Given records =>

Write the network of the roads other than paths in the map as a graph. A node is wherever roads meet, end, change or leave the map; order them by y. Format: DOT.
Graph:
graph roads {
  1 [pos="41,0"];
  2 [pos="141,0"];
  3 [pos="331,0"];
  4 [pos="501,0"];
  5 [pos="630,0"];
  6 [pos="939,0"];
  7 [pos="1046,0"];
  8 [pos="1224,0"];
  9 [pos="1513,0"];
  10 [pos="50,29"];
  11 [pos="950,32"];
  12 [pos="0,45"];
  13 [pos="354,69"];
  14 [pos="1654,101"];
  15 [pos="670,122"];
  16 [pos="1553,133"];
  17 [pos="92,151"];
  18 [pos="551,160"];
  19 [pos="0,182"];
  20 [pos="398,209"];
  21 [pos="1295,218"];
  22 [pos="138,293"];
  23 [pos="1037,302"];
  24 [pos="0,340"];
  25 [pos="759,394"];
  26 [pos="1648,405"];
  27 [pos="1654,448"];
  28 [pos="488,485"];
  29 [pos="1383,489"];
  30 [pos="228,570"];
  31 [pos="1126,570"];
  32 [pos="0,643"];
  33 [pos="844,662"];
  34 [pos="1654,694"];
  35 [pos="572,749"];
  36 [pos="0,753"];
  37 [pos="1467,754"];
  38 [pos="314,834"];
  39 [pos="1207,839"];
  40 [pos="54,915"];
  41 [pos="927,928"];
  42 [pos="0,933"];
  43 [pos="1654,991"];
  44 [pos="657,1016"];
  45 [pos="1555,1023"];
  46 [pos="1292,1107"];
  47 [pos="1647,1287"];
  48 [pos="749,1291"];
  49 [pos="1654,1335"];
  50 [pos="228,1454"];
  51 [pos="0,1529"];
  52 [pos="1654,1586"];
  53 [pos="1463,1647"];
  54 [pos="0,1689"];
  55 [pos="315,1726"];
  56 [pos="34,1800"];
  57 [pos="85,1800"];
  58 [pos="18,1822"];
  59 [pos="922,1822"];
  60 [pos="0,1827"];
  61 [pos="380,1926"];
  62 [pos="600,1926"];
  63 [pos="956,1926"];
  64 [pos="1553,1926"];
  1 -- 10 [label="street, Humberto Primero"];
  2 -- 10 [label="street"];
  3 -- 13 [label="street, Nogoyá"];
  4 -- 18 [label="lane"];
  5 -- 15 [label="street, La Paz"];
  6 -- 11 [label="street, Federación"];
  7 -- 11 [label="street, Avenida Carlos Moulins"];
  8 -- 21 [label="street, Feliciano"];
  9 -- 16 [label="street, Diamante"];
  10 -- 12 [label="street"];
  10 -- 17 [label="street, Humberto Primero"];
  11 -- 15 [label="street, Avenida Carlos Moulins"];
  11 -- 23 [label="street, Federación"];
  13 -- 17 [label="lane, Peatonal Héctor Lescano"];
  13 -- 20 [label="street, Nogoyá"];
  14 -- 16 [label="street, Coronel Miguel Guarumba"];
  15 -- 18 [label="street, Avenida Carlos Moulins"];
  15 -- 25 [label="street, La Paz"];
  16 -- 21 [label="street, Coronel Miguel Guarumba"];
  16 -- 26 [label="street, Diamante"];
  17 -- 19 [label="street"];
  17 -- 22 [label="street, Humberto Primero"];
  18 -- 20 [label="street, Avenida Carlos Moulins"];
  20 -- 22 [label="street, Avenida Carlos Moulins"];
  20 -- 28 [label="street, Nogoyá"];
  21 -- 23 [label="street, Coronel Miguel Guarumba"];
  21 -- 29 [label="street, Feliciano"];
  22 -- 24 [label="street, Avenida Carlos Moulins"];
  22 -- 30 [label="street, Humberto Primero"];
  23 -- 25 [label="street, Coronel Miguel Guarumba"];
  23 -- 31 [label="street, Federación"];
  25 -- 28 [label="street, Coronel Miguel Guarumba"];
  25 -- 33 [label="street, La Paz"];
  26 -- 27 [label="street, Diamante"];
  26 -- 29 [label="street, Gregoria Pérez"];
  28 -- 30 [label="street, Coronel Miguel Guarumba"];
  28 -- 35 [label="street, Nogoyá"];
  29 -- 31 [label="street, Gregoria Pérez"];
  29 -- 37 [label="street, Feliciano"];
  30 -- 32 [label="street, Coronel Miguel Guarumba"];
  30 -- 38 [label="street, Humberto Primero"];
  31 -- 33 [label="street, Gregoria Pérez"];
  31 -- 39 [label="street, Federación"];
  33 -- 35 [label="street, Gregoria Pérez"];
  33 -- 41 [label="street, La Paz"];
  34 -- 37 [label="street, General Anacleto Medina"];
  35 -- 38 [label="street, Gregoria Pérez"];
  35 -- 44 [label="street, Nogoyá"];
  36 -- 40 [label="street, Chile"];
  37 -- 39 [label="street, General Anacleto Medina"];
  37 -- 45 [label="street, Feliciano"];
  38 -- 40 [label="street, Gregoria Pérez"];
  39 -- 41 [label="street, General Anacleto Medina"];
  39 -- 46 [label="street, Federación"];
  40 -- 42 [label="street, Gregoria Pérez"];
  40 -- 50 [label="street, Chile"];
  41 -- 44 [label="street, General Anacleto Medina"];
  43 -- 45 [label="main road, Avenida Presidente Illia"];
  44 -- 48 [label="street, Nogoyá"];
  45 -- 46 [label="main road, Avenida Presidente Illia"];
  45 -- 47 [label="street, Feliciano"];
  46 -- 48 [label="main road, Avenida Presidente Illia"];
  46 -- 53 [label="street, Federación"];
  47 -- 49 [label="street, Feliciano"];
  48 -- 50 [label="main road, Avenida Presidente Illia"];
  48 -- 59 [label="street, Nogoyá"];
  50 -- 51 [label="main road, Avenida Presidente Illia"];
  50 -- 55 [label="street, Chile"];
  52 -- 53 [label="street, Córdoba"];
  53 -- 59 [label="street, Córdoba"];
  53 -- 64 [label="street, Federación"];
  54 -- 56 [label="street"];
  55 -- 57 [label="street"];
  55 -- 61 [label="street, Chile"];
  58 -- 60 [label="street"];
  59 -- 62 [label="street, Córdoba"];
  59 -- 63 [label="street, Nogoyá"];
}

Task description => Using the listing above, list every line in which the string "Illia" occurs.

Exercise answer =>
  43 -- 45 [label="main road, Avenida Presidente Illia"];
  45 -- 46 [label="main road, Avenida Presidente Illia"];
  46 -- 48 [label="main road, Avenida Presidente Illia"];
  48 -- 50 [label="main road, Avenida Presidente Illia"];
  50 -- 51 [label="main road, Avenida Presidente Illia"];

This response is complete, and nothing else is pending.